The DfT wrote to the GLA in March 2018, the minister added, informing it of its concerns around the business case for the station.
He said the GLA decided to proceed with the programme for opening and did not consult it again until mid-2020, once it had already approved the money for the project.
However, a spokesperson for Mr Khan's office said it has been in "ongoing discussions" with the DfT since taking over responsibility for the project.
Mr Heaton-Harris wrote the DfT "made clear" to the GLA last September that it could take no financial risk on the station.
City Hall has offered a ten-year indemnity to protect the government against any operational deficit but the minister said this needs to be unlimited in time and cost.
"The GLA business case was prepared and approved prior to the Covid pandemic and passenger volumes are now significantly lower than those previously forecast," he wrote.
Some residents have moved in already, with construction underway on the first two phases of the development.
The whole build was due to be complete in 2030 but Havering Labour Group leader Keith Darvill feels the development will not be able to continue without the station.

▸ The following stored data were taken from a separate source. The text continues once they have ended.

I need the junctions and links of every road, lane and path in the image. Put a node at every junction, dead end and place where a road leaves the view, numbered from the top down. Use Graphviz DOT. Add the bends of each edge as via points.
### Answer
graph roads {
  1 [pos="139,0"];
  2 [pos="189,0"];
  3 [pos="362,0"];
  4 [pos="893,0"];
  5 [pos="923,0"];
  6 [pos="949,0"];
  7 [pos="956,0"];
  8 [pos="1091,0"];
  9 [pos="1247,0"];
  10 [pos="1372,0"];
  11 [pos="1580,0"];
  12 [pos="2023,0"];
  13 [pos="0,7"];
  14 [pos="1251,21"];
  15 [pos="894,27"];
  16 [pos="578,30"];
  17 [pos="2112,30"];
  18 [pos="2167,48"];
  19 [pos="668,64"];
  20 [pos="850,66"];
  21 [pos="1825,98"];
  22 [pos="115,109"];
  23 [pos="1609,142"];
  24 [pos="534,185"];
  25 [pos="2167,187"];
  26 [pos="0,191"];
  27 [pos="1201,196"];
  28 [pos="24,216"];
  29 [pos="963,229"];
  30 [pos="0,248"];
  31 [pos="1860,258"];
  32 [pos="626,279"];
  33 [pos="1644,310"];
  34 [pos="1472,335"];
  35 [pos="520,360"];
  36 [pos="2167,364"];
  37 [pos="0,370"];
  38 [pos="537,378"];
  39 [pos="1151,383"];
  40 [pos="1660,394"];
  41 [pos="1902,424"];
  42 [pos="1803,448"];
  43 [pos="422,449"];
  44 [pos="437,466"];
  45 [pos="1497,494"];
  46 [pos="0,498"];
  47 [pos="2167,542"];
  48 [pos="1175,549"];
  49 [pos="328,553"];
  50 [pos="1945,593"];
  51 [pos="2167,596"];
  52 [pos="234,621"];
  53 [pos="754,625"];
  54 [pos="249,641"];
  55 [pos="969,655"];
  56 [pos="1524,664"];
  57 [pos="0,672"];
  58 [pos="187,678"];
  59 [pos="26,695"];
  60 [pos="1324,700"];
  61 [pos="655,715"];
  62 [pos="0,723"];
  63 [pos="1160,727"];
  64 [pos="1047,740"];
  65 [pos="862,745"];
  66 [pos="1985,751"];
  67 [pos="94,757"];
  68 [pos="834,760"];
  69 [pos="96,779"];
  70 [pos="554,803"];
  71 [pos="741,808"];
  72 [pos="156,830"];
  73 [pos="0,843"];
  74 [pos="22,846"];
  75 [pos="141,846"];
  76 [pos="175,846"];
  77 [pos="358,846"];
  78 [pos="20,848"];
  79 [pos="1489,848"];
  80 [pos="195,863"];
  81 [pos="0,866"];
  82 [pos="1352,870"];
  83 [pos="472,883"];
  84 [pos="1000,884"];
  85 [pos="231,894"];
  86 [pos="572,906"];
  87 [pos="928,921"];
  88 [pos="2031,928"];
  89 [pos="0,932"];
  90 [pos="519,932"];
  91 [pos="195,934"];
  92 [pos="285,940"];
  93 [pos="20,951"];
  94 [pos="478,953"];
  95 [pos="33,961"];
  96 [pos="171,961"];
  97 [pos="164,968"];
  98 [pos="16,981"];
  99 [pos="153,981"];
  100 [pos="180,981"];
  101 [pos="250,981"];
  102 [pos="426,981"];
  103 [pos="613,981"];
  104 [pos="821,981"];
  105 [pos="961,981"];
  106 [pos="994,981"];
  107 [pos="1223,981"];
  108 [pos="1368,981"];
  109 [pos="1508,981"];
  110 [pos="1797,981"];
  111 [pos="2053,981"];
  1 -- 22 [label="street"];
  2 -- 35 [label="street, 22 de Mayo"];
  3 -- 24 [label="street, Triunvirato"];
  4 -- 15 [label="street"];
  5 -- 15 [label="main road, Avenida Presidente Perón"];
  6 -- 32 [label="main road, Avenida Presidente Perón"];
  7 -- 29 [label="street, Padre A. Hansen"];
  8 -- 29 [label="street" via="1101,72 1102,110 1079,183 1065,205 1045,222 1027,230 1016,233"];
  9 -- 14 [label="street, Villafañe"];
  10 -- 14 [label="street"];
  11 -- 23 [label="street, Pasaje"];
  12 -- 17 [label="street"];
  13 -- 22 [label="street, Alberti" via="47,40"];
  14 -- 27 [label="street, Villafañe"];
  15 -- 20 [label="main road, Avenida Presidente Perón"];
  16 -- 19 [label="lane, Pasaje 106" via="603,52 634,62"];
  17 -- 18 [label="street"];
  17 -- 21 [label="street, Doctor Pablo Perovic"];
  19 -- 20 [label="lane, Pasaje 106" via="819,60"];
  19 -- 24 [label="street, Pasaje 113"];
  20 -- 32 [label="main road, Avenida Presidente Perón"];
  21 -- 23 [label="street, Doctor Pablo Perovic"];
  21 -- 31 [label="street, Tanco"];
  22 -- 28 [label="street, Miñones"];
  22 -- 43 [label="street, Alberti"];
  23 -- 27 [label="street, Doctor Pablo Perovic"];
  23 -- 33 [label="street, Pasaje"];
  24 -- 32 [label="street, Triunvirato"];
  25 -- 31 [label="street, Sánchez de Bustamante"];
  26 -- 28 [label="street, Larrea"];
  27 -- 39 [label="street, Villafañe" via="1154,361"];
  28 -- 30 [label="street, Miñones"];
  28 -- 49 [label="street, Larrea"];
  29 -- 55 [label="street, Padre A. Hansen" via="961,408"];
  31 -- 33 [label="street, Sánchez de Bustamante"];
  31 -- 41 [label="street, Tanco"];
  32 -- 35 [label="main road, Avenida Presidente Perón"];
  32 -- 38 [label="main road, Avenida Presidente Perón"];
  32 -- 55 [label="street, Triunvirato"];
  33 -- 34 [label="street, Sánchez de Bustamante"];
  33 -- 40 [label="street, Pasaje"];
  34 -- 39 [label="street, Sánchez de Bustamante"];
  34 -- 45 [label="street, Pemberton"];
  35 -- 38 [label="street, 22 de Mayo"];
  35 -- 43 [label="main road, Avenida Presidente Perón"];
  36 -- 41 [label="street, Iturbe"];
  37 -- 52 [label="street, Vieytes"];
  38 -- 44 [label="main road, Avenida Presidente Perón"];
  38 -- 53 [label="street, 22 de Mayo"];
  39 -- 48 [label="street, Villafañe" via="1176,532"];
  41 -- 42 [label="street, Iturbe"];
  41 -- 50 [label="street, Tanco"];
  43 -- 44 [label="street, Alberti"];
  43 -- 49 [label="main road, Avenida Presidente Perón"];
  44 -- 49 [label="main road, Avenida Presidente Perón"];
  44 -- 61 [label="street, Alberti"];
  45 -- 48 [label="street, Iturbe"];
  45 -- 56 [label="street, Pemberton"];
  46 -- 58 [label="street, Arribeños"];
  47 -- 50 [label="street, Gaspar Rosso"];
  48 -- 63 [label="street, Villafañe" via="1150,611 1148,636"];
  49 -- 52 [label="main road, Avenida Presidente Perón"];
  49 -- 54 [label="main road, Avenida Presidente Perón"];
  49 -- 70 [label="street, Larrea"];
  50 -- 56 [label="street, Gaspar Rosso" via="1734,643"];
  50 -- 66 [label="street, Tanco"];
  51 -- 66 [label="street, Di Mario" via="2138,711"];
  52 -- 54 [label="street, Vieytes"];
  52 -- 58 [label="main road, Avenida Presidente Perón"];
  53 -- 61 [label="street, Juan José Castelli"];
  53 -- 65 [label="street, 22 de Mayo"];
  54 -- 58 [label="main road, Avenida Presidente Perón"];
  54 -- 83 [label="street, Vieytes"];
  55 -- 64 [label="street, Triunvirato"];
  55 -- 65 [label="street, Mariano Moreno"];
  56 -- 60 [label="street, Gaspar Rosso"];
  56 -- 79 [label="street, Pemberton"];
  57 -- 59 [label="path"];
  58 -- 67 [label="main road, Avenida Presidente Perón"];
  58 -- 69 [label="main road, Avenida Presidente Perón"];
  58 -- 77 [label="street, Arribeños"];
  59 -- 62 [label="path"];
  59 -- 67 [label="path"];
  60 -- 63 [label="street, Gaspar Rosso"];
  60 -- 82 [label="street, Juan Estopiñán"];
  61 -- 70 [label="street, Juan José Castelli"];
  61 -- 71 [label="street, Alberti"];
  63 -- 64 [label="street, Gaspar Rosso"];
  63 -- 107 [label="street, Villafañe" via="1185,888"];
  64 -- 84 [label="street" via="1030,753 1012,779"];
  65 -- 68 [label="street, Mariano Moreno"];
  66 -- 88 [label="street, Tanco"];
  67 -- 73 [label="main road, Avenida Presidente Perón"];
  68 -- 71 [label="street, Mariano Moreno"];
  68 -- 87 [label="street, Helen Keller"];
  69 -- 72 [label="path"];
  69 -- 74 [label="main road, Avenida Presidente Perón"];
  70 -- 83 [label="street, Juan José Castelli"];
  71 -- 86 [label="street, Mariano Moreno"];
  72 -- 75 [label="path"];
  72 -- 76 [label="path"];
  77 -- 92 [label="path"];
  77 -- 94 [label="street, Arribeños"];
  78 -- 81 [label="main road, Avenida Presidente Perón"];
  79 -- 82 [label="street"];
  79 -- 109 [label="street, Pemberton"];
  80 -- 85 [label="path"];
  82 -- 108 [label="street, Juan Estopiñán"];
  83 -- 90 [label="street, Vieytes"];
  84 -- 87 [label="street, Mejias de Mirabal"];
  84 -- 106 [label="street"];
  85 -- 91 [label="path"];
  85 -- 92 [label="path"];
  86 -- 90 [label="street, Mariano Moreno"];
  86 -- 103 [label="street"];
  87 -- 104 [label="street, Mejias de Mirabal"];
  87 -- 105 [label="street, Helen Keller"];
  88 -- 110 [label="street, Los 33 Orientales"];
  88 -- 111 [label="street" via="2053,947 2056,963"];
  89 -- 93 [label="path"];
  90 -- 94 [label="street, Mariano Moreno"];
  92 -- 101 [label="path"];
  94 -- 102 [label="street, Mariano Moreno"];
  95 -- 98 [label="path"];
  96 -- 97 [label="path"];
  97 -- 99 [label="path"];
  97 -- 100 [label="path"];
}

He said: "Thousands of people in the borough require new properties and are on the housing list.
"We're not going to be able to satisfy all of those without this development going through. It's a major problem and we hope it can be resolved."
Initial plans for a 3,500-home Rainham and Beam Park development, unveiled in 2015, included hopes from Havering that a station would be completed in 2016.
The station was part of planning applications submitted by Countryside and L&Q to both Havering and Barking and Dagenham Councils in 2017.
Havering was also originally the formal promoter of the station before the project was taken over by the GLA in November 2018.
The plans were approved by Barking and Dagenham Council but rejected by Havering over the height of planned apartment blocks.
They were subsequently given the go-ahead by City Hall, but South Hornchurch ward councillor Graham Williamson, of the Independent Residents' Group, claims Havering and the GLA ignored the DfT's concerns about the station.
"It's a disaster for Beam Park, it's a disaster for Havering. We can't be building properties and developments without the infrastructure either built first or guaranteed."
But council leader Damian White felt it is "disingenuous" to suggest it was the council's fault that the DfT decided not to back the station.
"We have never lied or made false promises," he said.
"It is absolutely our expectation that there will be a new station at Beam Park, and we feel just as let down by this decision as everybody else.
“This is GLA land and they have the funding for the new station and are therefore leading on the station project."
Cllr White felt it was clear from Mr Heaton-Harris' letter that the DfT is not blaming the council.
“We have already met with the DfT, GLA and other government departments and work is being done to find a solution."
Mr Khan's spokesperson said: "The design and delivery of a rail station is a complex process which City Hall has been working through for several years to gain regulatory approval from DfT.
“City Hall has been in ongoing discussions with DfT since taking over responsibility for the project and continue to work with DfT to agree a way forward.”